We all know what happened to Mr Corbyn but what of Mr Lansman? He is now the chairman of Momentum, the Labour leader’s ideologica­l Praetorian Guard and is shortly expected to be elected to the party’s ruling National Executive along with two colleagues from the same outfit.

Gradually the Left’s grip on the party tightens. It was reported at the weekend that Momentum is asking parliament­ary candidates to sign a contract committing them to “revitalise the Labour Party by building on the values, energy and enthusiasm of the Jeremy for Leader campaign”. One unnamed Labour MP called this “Stalinist”; and it certainly has the alien feel of a political cult.

Momentum is also said to be orchestrat­ing an “aggressive purge” of centrist councillor­s across the country and replacing them with Left-wingers.
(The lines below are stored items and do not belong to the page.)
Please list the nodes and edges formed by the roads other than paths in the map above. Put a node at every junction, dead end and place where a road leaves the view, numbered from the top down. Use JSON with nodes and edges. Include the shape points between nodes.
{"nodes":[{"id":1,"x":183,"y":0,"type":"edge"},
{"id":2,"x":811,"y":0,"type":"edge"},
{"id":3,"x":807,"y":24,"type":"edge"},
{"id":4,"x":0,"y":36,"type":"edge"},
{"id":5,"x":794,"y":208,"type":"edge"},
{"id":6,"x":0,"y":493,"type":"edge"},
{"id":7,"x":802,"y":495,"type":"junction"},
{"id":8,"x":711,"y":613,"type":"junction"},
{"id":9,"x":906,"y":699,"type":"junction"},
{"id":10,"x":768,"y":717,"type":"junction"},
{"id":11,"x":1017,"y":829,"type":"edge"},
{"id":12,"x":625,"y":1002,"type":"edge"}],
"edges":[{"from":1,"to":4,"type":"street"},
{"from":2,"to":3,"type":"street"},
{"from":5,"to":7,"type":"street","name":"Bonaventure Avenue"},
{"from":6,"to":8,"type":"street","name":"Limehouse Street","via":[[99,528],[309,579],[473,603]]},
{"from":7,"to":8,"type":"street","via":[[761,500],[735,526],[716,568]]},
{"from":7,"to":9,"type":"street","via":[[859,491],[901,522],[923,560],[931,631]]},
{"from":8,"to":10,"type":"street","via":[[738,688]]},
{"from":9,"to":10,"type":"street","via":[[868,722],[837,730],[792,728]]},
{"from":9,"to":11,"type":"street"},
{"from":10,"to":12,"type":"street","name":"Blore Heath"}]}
One ousted London councillor said his local party was “inflamed with division, distrust... and real hatred.” Another spoke of “de-selections on purely factional grounds occurring around the country”.

Why is anyone surprised? This is how the Left operates. They believe the party is supreme, discipline is paramount and personal conscience anathema (unless, of course, it is being exercised by someone on the Left, like Mr Corbyn who rebelled more times against his party than any other MP).
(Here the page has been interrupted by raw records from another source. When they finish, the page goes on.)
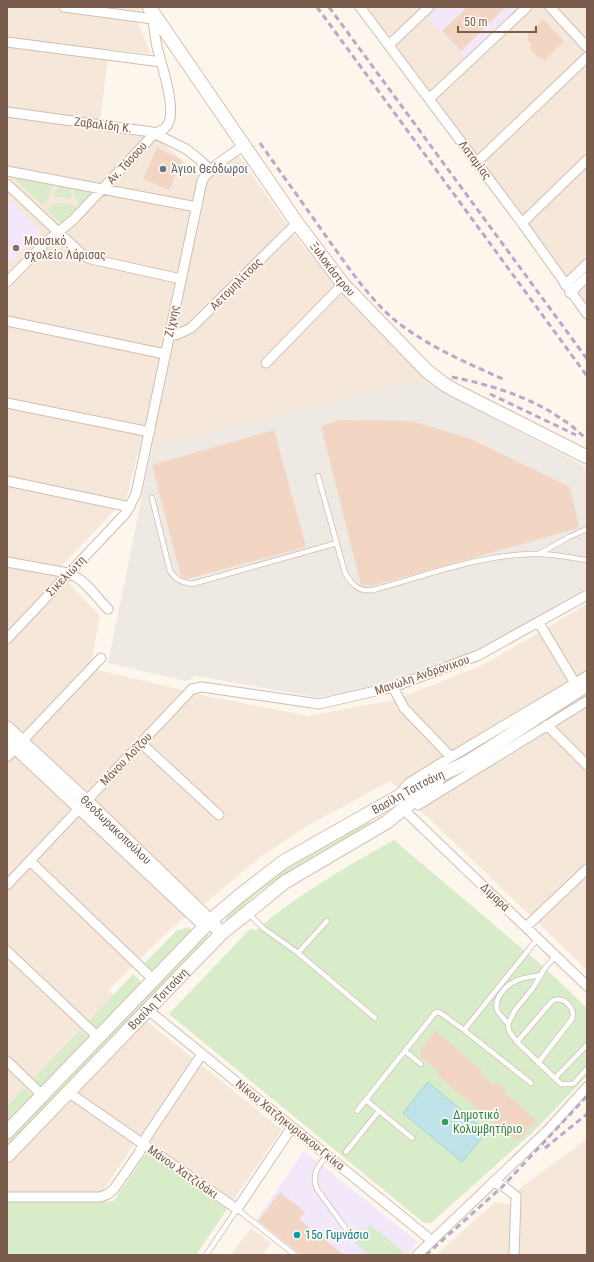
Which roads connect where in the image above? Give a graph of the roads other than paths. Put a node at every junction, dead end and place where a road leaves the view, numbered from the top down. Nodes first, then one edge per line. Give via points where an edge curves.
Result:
1 (64, 7) edge
2 (360, 7) edge
3 (429, 7) edge
4 (527, 7) edge
5 (550, 7) edge
6 (152, 14) edge
7 (7, 42) edge
8 (389, 45) junction
9 (587, 47) edge
10 (587, 57) edge
11 (160, 62) junction
12 (429, 99) junction
13 (7, 112) edge
14 (155, 133) junction
15 (243, 146) junction
16 (587, 160) edge
17 (476, 163) junction
18 (210, 170) junction
19 (7, 171) edge
20 (7, 184) edge
21 (103, 189) junction
22 (197, 207) junction
23 (297, 223) junction
24 (522, 223) junction
25 (58, 233) junction
26 (587, 264) edge
27 (587, 277) edge
28 (181, 278) junction
29 (7, 282) edge
30 (343, 284) junction
31 (565, 284) junction
32 (570, 293) junction
33 (587, 314) edge
34 (7, 321) edge
35 (169, 335) junction
36 (165, 354) junction
37 (266, 363) dead end
38 (7, 403) edge
39 (150, 432) junction
40 (587, 457) edge
41 (318, 476) dead end
42 (7, 481) edge
43 (152, 498) dead end
44 (128, 510) junction
45 (587, 530) edge
46 (337, 543) junction
47 (538, 554) junction
48 (587, 560) edge
49 (7, 562) edge
50 (68, 573) junction
51 (587, 595) edge
52 (108, 609) dead end
53 (539, 623) junction
54 (7, 639) edge
55 (101, 658) dead end
56 (587, 676) edge
57 (581, 684) edge
58 (393, 687) junction
59 (197, 688) joint
60 (587, 701) edge
61 (547, 725) junction
62 (7, 728) edge
63 (7, 742) edge
64 (142, 744) junction
65 (18, 746) junction
66 (7, 757) edge
67 (451, 757) junction
68 (587, 765) edge
69 (82, 805) junction
70 (402, 806) junction
71 (219, 815) dead end
72 (30, 861) junction
73 (587, 869) edge
74 (7, 885) edge
75 (247, 912) junction
76 (327, 922) dead end
77 (207, 924) junction
78 (526, 927) junction
79 (222, 933) junction
80 (538, 938) junction
81 (7, 951) edge
82 (298, 953) junction
83 (556, 956) junction
84 (541, 975) junction
85 (154, 980) junction
86 (587, 986) edge
87 (148, 1010) junction
88 (375, 1018) dead end
89 (508, 1024) junction
90 (464, 1030) junction
91 (98, 1037) junction
92 (516, 1042) junction
93 (587, 1045) edge
94 (405, 1051) junction
95 (202, 1054) junction
96 (7, 1061) edge
97 (538, 1063) junction
98 (421, 1064) dead end
99 (587, 1069) edge
100 (555, 1078) junction
101 (531, 1083) dead end
102 (587, 1087) edge
103 (68, 1092) junction
104 (42, 1095) junction
105 (366, 1100) junction
106 (379, 1111) junction
107 (357, 1112) dead end
108 (292, 1128) junction
109 (7, 1132) edge
110 (412, 1138) dead end
111 (143, 1144) junction
112 (346, 1152) dead end
113 (327, 1155) junction
114 (7, 1156) edge
115 (493, 1182) junction
116 (7, 1197) edge
117 (237, 1210) junction
118 (346, 1229) dead end
119 (431, 1240) junction
120 (206, 1255) edge
121 (295, 1255) edge
122 (417, 1255) edge
123 (514, 1255) edge

1 - 6 street
2 - 8 street, Λαταμίας
3 - 8 street
4 - 12 street
5 - 9 street
6 - 11 street, Αν. Τάσσου
6 - 15 street, Ξυλοκάστρου
7 - 11 street
8 - 12 street, Λαταμίας
10 - 17 street
11 - 14 street, Αν. Τάσσου via 168,89 170,114 166,128
12 - 17 street, Λαταμίας
13 - 14 street, Ζαβαλίδη Κ.
14 - 18 street, Ζαβαλίδη Κ. via 186,149
14 - 21 street, Αν. Τάσσου
15 - 18 street, Ζίχνης
15 - 23 street, Ξυλοκάστρου
16 - 24 street
17 - 24 street, Λαταμίας
18 - 22 street, Ζίχνης via 202,181
19 - 21 street
20 - 25 street
21 - 22 street
21 - 25 street, Αν. Τάσσου
22 - 28 street, Ζίχνης
23 - 30 street, Ξυλοκάστρου
23 - 35 street, Αετομηλίτσας via 191,328 176,335
24 - 31 street, Λαταμίας
25 - 28 street via 87,258
25 - 29 street, Αν. Τάσσου
26 - 31 street
27 - 32 street
28 - 35 street, Ζίχνης
30 - 37 street
30 - 40 street, Ξυλοκάστρου via 437,379
31 - 32 street, Λαταμίας
32 - 33 street, Λαταμίας
34 - 36 street
35 - 36 street, Ζίχνης
36 - 39 street, Ζίχνης
38 - 39 street
39 - 44 street, Ζίχνης via 136,494
41 - 46 lane
42 - 44 street
43 - 46 lane via 170,571 175,579 182,583 192,584
44 - 50 street, Σικελιώτη
45 - 47 lane
46 - 47 lane via 350,582 356,588 365,591 476,561 509,555
47 - 48 lane
49 - 50 street
50 - 52 street via 81,580
50 - 54 street, Σικελιώτη
51 - 53 street, Μανώλη Ανδρόνικου
53 - 57 street
53 - 58 street, Μανώλη Ανδρόνικου via 479,655
55 - 65 street
56 - 57 street
57 - 67 street
57 - 70 street, Βασίλη Τσιτσάνη via 470,760 434,777
58 - 59 street, Μανώλη Ανδρόνικου via 319,704
58 - 67 street via 404,708
59 - 64 street, Μάνου Λοΐζου via 188,692
60 - 61 street, Βασίλη Τσιτσάνη
61 - 68 street
61 - 70 street, Βασίλη Τσιτσάνη via 425,800
62 - 65 street, Θεοδωρακοπούλου
63 - 65 street
64 - 69 street, Μάνου Λοΐζου
64 - 71 street
65 - 66 street
65 - 69 street, Θεοδωρακοπούλου
67 - 70 street via 410,783
69 - 72 street, Μάνου Λοΐζου
69 - 77 street, Θεοδωρακοπούλου
70 - 75 street, Βασίλη Τσιτσάνη via 387,822 285,882
70 - 77 street, Βασίλη Τσιτσάνη via 283,862
70 - 78 street, Διμαρά
72 - 74 street, Μάνου Λοΐζου
72 - 85 street
73 - 78 street
75 - 79 street, Βασίλη Τσιτσάνη
75 - 82 lane via 263,928
76 - 82 lane
77 - 79 street, Θεοδωρακοπούλου
77 - 85 street, Βασίλη Τσιτσάνη
78 - 80 street, Διμαρά
79 - 87 street, Βασίλη Τσιτσάνη
80 - 83 street, Διμαρά
80 - 90 lane
81 - 91 street
82 - 88 lane
83 - 84 lane
83 - 86 street, Διμαρά
84 - 89 lane via 515,1010
84 - 89 lane via 513,982 498,999 498,1011
85 - 91 street, Βασίλη Τσιτσάνη
87 - 95 street, Νίκου Χατζηκυριάκου-Γκίκα
87 - 103 street, Βασίλη Τσιτσάνη
89 - 92 lane
90 - 94 lane via 442,1014 435,1013
90 - 101 lane
91 - 104 street, Βασίλη Τσιτσάνη
92 - 97 lane
92 - 97 lane via 552,1001 562,1000 572,1009 572,1019
93 - 100 lane
94 - 98 lane
94 - 105 lane
95 - 108 street, Νίκου Χατζηκυριάκου-Γκίκα
95 - 111 street
96 - 104 street
97 - 100 lane
99 - 100 lane via 573,1084 561,1084
102 - 115 street via 548,1131
103 - 111 street, Μάνου Χατζιδάκι
103 - 114 street, Βασίλη Τσιτσάνη
104 - 109 street, Βασίλη Τσιτσάνη
105 - 106 lane
105 - 107 lane
106 - 110 lane
106 - 112 lane
108 - 113 street, Νίκου Χατζηκυριάκου-Γκίκα
108 - 117 street
111 - 116 street via 114,1189 108,1194 100,1197
111 - 117 street, Μάνου Χατζιδάκι
113 - 118 lane via 316,1170 314,1183
113 - 119 street, Νίκου Χατζηκυριάκου-Γκίκα
115 - 119 street
115 - 123 street via 504,1186 516,1196
117 - 120 lane
117 - 121 lane, Μάνου Χατζιδάκι
119 - 122 street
This all matters now more than it did in the early 1980s because the Left are conceivabl­y one election away from taking power, a prospect that the US bank Morgan Stanley regards as “much more scary from an equity perspectiv­e than Brexit”. Moreover, Theresa May’s Government, deprived of a parliament­ary majority, is at the mercy of the legislatur­e in a way not seen for decades. Ministers cannot even retain the confidenti­ality of internal Whitehall EU papers whose publicatio­n they say would compromise the national interest, a basic executive prerogativ­e.

These are dangerous times. At the very moment the Conservati­ve government is vulnerable, the hard Left are consolidat­ing their position inside the Labour Party. Moderate Labour MPS, cowed into silence after the June election failed to pack Mr Corbyn into oblivion, need to fight back or they are doomed.

One thing they are especially keen to avoid is the proposed reduction in the number of MPS from 650 to 600 which would give Momentum the opportunit­y to pick them off since every seat would have to be re-contested. To that end, on Friday the Commons will debate a private member’s Bill intended to stop the process in its tracks. Boundary reform is aimed at equalising the size of constituen­cies, which currently are biased in Labour’s favour, and a new system is due to be in place from next year. But it is opposed by the DUP on whose votes the Government relies for a working majority; and since many Conservati­ves don’t much like the prospect of their seats being abolished either, this measure is likely to bite the dust – ending Tory hopes of fighting the next election on new, and more favourable, constituen­cy boundaries.

We are, therefore, seeing something new in recent British politics. Extraparli­amentary forces like Momentum are exerting considerab­le influence over the policy and organisati­on of a party with a realistic chance of power. The last time this happened was in the heyday of the trade unions in the 1970s. Meanwhile, inside Parliament the executive’s writ runs no further than the end of next week’s business, depending on what is on the agenda.

The Government is having to resort to procedural chicanery to head off threats to measures in the Finance Bill which enacts the Budget. After the election in June, ministers had to change standing orders to ensure they retained a majority on Bill committees despite not having one in the Commons. In addition, so-called Henry VIII powers contained in the EU Withdrawal Bill, giving ministers the authority to overturn laws almost by decree, face defeat either in the Commons or in the Lords.

Its detractors accuse the Government of a power grab; and yet all these shenanigan­s are functions of weakness, not strength. How long can it continue? This House, another of James Graham’s plays, documented how a minority Labour administra­tion clung to office in the late 1970s for the best part of five years. Given its difficulti­es, this one would do well to last another five months.